Announcing… schematic – data-in-flight

I’m thrilled to announce the release of schematic, an R package that helps you (the developer) communicate data validation problems to non-technical users. With schematic, you can leverage tidyselect selectors and other conveniences to compare incoming data against a schema, avoiding punishing issues caused by invalid or poor quality data.

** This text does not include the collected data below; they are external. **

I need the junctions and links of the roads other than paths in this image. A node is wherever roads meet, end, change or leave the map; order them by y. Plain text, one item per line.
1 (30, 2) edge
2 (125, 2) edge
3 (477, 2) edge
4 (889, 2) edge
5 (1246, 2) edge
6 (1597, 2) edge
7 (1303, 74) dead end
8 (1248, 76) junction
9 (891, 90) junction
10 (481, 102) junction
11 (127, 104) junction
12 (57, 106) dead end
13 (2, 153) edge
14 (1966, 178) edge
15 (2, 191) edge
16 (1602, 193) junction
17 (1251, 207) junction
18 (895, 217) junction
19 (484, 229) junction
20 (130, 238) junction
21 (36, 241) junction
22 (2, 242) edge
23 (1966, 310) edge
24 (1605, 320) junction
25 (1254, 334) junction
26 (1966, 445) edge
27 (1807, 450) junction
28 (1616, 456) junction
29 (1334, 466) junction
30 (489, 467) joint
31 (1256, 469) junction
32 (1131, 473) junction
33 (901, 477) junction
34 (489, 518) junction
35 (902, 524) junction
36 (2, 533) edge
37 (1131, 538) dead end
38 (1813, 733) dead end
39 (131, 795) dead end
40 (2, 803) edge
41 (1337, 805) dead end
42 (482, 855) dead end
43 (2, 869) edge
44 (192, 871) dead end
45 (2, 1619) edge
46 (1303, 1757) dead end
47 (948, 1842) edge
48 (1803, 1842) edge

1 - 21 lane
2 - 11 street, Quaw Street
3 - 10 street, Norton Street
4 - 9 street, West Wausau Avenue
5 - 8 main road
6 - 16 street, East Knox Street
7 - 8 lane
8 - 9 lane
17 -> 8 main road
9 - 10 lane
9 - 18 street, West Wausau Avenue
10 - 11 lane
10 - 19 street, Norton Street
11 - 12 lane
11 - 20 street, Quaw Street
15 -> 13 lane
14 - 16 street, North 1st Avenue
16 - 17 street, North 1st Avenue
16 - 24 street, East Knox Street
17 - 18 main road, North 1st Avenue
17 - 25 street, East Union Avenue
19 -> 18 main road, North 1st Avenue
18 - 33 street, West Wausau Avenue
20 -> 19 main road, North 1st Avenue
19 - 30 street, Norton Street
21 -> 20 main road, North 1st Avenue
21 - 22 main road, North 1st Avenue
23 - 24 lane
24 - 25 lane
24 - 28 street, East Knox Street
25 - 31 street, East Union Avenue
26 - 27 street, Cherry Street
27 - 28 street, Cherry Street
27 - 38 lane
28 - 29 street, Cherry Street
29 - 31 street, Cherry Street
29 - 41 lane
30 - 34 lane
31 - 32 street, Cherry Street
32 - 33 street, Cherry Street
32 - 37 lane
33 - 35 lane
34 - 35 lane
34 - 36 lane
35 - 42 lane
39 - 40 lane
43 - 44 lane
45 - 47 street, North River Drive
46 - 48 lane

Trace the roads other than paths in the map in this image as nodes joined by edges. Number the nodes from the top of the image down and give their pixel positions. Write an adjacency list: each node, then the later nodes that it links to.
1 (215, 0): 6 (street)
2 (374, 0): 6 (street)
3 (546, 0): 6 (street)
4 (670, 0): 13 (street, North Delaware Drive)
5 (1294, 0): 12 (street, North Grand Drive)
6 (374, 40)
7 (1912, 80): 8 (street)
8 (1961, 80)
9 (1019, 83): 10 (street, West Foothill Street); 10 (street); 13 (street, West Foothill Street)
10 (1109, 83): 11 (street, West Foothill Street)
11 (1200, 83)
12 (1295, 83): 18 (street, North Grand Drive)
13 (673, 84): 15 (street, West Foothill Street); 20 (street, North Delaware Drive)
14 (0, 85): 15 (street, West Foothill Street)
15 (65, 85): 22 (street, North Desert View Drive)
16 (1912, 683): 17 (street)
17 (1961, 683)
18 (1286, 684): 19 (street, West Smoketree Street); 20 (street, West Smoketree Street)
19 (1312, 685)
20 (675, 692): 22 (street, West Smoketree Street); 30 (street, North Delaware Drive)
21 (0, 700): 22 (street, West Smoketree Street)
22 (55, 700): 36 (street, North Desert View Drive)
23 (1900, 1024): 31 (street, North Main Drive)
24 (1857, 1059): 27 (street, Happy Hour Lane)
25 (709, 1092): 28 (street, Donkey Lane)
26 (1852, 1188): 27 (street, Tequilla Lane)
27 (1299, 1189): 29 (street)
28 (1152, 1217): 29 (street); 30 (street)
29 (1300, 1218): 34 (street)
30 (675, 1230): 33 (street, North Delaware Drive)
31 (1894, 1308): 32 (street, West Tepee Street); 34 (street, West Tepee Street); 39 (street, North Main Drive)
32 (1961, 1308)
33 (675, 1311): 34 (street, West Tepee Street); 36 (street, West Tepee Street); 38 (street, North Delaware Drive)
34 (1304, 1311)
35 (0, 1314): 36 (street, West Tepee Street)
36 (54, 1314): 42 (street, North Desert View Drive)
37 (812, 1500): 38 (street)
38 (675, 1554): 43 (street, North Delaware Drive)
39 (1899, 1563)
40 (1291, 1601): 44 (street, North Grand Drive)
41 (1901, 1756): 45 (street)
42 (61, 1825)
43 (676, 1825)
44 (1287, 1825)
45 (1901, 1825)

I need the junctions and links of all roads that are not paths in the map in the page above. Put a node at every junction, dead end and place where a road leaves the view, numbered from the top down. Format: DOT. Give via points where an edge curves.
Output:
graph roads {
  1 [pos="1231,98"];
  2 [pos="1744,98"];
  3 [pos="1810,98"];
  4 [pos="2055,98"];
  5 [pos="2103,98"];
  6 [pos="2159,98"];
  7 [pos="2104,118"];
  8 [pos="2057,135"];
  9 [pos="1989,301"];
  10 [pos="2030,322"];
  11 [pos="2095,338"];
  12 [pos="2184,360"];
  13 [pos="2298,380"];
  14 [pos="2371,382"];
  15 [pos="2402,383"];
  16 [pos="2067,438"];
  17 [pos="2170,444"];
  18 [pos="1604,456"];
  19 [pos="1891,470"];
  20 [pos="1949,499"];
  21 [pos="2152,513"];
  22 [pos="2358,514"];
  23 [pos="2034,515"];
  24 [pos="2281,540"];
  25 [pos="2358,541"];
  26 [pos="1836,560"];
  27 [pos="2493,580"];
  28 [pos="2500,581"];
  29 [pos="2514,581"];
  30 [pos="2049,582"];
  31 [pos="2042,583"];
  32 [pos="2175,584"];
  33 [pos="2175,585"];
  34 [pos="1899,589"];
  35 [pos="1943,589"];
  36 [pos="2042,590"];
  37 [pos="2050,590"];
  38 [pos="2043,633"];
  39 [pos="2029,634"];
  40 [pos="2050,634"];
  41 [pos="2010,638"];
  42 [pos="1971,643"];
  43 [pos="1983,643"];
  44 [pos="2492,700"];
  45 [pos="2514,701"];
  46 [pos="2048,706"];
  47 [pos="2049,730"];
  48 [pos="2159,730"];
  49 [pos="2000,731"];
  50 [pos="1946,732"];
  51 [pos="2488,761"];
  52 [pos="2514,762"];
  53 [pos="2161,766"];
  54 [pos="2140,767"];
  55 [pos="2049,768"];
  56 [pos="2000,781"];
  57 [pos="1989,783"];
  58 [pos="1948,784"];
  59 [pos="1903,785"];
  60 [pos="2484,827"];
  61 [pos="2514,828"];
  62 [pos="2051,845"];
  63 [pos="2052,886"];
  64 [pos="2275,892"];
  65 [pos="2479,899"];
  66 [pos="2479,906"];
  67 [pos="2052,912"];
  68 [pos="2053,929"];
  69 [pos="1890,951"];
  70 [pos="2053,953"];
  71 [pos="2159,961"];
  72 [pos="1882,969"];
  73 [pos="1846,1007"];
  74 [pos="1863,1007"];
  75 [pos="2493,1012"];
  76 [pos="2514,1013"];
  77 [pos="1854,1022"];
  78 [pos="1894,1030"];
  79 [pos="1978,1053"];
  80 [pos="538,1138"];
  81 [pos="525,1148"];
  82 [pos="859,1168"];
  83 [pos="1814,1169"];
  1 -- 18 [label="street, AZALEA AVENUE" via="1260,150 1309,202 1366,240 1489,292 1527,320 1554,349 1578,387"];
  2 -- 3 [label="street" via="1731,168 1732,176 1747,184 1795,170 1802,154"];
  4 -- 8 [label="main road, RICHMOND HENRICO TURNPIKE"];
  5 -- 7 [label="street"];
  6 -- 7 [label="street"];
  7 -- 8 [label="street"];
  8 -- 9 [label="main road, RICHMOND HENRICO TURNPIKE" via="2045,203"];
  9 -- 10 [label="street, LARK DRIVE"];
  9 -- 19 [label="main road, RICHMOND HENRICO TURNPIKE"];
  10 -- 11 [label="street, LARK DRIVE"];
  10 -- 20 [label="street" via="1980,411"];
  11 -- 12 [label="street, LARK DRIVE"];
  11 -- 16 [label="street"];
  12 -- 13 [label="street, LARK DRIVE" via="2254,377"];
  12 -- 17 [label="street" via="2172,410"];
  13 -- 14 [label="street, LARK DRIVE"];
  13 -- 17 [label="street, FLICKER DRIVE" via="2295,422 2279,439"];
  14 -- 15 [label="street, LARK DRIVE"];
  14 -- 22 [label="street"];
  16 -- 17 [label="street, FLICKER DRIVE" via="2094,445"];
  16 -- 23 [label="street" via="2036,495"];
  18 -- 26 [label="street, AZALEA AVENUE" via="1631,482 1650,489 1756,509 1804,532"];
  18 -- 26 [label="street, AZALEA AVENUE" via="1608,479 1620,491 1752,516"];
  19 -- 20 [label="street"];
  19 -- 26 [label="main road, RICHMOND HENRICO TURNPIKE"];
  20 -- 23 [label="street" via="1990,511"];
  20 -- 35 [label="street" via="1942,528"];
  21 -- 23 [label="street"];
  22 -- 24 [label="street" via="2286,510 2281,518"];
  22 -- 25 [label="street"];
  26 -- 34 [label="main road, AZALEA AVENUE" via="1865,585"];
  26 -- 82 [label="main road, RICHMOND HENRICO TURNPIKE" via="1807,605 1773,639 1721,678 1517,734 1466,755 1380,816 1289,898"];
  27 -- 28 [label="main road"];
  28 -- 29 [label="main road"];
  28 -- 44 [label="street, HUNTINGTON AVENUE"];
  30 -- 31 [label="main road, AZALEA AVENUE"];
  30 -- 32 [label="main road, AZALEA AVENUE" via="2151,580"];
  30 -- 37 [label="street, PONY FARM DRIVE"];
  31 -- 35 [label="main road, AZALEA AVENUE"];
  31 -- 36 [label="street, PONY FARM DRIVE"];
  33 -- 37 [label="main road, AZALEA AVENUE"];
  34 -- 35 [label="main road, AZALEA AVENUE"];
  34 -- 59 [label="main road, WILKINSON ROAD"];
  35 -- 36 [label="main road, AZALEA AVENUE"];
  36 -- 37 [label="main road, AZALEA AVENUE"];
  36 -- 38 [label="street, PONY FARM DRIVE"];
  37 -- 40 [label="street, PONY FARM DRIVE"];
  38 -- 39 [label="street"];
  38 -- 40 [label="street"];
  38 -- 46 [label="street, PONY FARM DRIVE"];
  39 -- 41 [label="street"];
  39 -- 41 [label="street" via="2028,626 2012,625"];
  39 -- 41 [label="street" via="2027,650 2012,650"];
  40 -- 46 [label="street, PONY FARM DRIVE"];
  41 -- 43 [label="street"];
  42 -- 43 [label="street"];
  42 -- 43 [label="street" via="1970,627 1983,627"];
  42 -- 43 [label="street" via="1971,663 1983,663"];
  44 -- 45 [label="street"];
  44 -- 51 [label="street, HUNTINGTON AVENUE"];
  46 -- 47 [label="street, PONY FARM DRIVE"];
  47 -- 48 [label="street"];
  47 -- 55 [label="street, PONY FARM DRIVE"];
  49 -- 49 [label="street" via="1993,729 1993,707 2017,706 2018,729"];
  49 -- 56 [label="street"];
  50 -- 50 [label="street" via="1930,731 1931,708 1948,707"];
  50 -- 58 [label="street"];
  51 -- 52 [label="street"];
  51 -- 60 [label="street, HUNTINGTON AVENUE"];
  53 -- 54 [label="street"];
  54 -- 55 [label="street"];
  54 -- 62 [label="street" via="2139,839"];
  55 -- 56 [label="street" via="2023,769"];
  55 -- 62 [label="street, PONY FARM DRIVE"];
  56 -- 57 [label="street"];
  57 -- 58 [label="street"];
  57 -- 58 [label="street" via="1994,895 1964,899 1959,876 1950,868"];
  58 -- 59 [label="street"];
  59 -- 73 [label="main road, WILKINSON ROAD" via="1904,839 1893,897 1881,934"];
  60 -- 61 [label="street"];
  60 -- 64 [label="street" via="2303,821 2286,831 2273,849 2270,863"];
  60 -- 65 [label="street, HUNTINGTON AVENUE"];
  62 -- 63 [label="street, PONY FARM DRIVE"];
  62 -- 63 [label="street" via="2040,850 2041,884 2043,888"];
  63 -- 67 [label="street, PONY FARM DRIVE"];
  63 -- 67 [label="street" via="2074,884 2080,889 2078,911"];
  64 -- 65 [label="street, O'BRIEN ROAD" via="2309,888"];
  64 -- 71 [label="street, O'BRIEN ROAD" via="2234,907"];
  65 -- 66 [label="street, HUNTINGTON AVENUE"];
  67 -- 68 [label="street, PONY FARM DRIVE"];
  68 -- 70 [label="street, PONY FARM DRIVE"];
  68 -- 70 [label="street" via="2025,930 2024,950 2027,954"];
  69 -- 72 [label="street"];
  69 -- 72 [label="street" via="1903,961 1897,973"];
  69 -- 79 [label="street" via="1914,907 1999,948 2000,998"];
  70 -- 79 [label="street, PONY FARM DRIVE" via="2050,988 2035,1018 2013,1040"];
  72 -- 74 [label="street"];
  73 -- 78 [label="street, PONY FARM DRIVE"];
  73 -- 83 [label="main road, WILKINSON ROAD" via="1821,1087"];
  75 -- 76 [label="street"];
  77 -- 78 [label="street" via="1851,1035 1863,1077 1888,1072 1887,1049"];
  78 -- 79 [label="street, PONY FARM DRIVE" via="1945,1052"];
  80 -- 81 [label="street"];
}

schematic can now be installed via CRAN:

install.packages("schematic")

Learn more about schematic by checking out the docs.

Motivation

Having built and deployed a number of shiny apps or APIs that require users to upload data, I noticed a common pain point: how do I communicate in simple terms any issues with the data and, more importantly, what those issues are? I needed a way to present the user with error messages that satisfy two needs:

Simple and non-technical: allow developers to explain the problem rather than forcing users to understand the technical aspects of each test (you don’t want to have to explain to users what is.logical means).
Holistic checking: present all validation issues rather than stopping evaluation on the first failure.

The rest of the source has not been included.